- What you need to do
If a record contains a picture, skip the picture and transcribe the rest exactly.

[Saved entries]
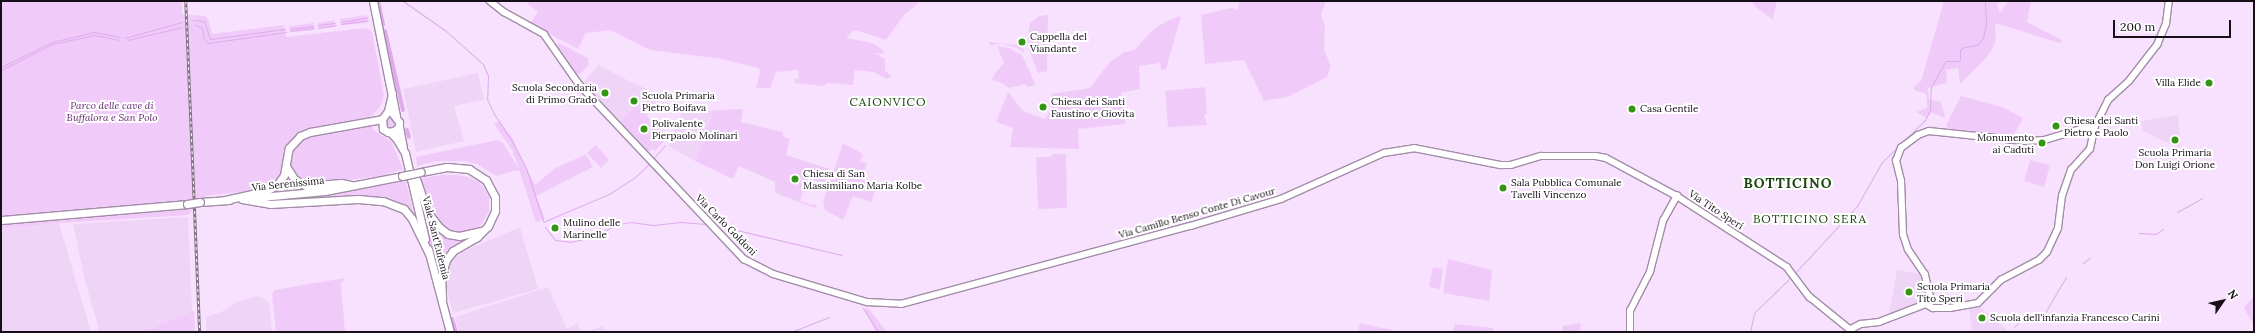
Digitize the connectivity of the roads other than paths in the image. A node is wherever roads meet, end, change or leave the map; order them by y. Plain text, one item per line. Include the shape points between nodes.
1 (374, 1) edge
2 (490, 1) edge
3 (2169, 1) edge
4 (392, 93) junction
5 (396, 116) junction
6 (384, 117) junction
7 (364, 124) junction
8 (2095, 126) junction
9 (382, 127) junction
10 (398, 127) junction
11 (390, 132) junction
12 (404, 151) junction
13 (286, 166) junction
14 (355, 186) junction
15 (1677, 196) junction
16 (242, 199) junction
17 (225, 200) junction
18 (1, 220) edge
19 (485, 229) junction
20 (429, 254) junction
21 (1037, 267) joint
22 (442, 299) junction
23 (1926, 304) junction
24 (1853, 331) edge
25 (450, 332) edge
26 (1630, 332) edge

1 - 4 main road
2 - 21 street, Via Carlo Goldoni via 508,15 544,34 584,89 736,251 765,271 867,302 891,305
3 - 8 street via 2166,24 2158,45 2128,82 2108,100
4 - 5 main road
4 - 6 main road
5 - 6 main road via 390,114
5 - 10 main road
6 - 7 main road
6 - 9 main road
7 - 9 main road
7 - 13 main road via 310,132 300,136 289,148
8 - 23 street via 2090,149 2071,170 2062,196 2058,228 2047,252 2039,260 2005,277 1978,303 1950,308 1933,308
8 - 23 street via 2045,140 1933,130 1920,134 1901,148 1896,161 1901,181 1903,235 1908,250 1925,273 1930,296
9 - 11 main road
10 - 11 main road
10 - 12 main road, Viale Sant'Eufemia
11 - 12 main road, Viale Sant'Eufemia
12 - 19 main road via 428,213 439,227 448,234 459,236
12 - 20 main road, Viale Sant'Eufemia
13 - 14 main road via 294,179 306,186 341,183
13 - 17 main road via 282,180 273,188
14 - 16 main road, Via Serenissima
14 - 19 main road, Via Serenissima, bridge via 454,167 469,169 483,177 492,188 496,202 494,215
15 - 21 street, Via Camillo Benso Conte Di Cavour via 1606,158 1541,156 1511,165 1501,165 1414,148 1394,150 1259,206
15 - 24 street, Via Tito Speri via 1791,270 1818,304
15 - 26 street via 1663,221 1650,272 1630,311
16 - 17 main road, Via Serenissima
16 - 20 main road via 270,204 358,199 388,203 404,209 412,219
17 - 18 main road, Via Serenissima, bridge
19 - 22 main road, Via Serenissima via 449,255 443,265 441,277
20 - 22 main road, Viale Sant'Eufemia
22 - 25 main road, Viale Sant'Eufemia
23 - 24 street via 1879,322 1864,324

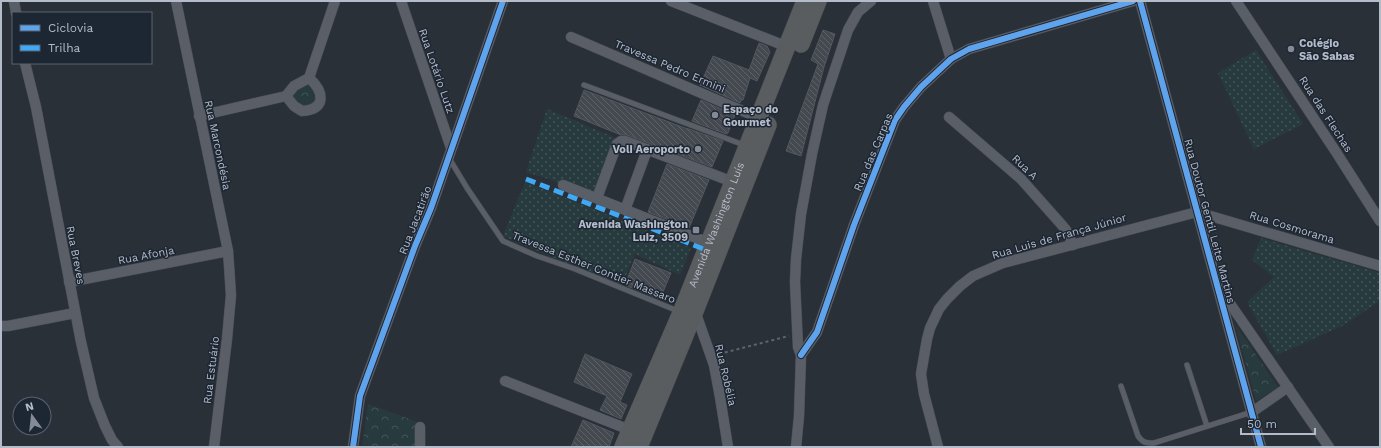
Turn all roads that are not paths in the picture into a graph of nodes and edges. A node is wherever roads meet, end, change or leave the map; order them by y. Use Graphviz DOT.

- Exercise answer
Digitize the connectivity of the roads other than paths in the image. A node is wherever roads meet, end, change or leave the map; order them by y. Plain text, one item per line. Include the shape points between nodes.
1 (374, 1) edge
2 (490, 1) edge
3 (2169, 1) edge
4 (392, 93) junction
5 (396, 116) junction
6 (384, 117) junction
7 (364, 124) junction
8 (2095, 126) junction
9 (382, 127) junction
10 (398, 127) junction
11 (390, 132) junction
12 (404, 151) junction
13 (286, 166) junction
14 (355, 186) junction
15 (1677, 196) junction
16 (242, 199) junction
17 (225, 200) junction
18 (1, 220) edge
19 (485, 229) junction
20 (429, 254) junction
21 (1037, 267) joint
22 (442, 299) junction
23 (1926, 304) junction
24 (1853, 331) edge
25 (450, 332) edge
26 (1630, 332) edge

1 - 4 main road
2 - 21 street, Via Carlo Goldoni via 508,15 544,34 584,89 736,251 765,271 867,302 891,305
3 - 8 street via 2166,24 2158,45 2128,82 2108,100
4 - 5 main road
4 - 6 main road
5 - 6 main road via 390,114
5 - 10 main road
6 - 7 main road
6 - 9 main road
7 - 9 main road
7 - 13 main road via 310,132 300,136 289,148
8 - 23 street via 2090,149 2071,170 2062,196 2058,228 2047,252 2039,260 2005,277 1978,303 1950,308 1933,308
8 - 23 street via 2045,140 1933,130 1920,134 1901,148 1896,161 1901,181 1903,235 1908,250 1925,273 1930,296
9 - 11 main road
10 - 11 main road
10 - 12 main road, Viale Sant'Eufemia
11 - 12 main road, Viale Sant'Eufemia
12 - 19 main road via 428,213 439,227 448,234 459,236
12 - 20 main road, Viale Sant'Eufemia
13 - 14 main road via 294,179 306,186 341,183
13 - 17 main road via 282,180 273,188
14 - 16 main road, Via Serenissima
14 - 19 main road, Via Serenissima, bridge via 454,167 469,169 483,177 492,188 496,202 494,215
15 - 21 street, Via Camillo Benso Conte Di Cavour via 1606,158 1541,156 1511,165 1501,165 1414,148 1394,150 1259,206
15 - 24 street, Via Tito Speri via 1791,270 1818,304
15 - 26 street via 1663,221 1650,272 1630,311
16 - 17 main road, Via Serenissima
16 - 20 main road via 270,204 358,199 388,203 404,209 412,219
17 - 18 main road, Via Serenissima, bridge
19 - 22 main road, Via Serenissima via 449,255 443,265 441,277
20 - 22 main road, Viale Sant'Eufemia
22 - 25 main road, Viale Sant'Eufemia
23 - 24 street via 1879,322 1864,324

Turn all roads that are not paths in the picture into a graph of nodes and edges. A node is wherever roads meet, end, change or leave the map; order them by y. Use Graphviz DOT.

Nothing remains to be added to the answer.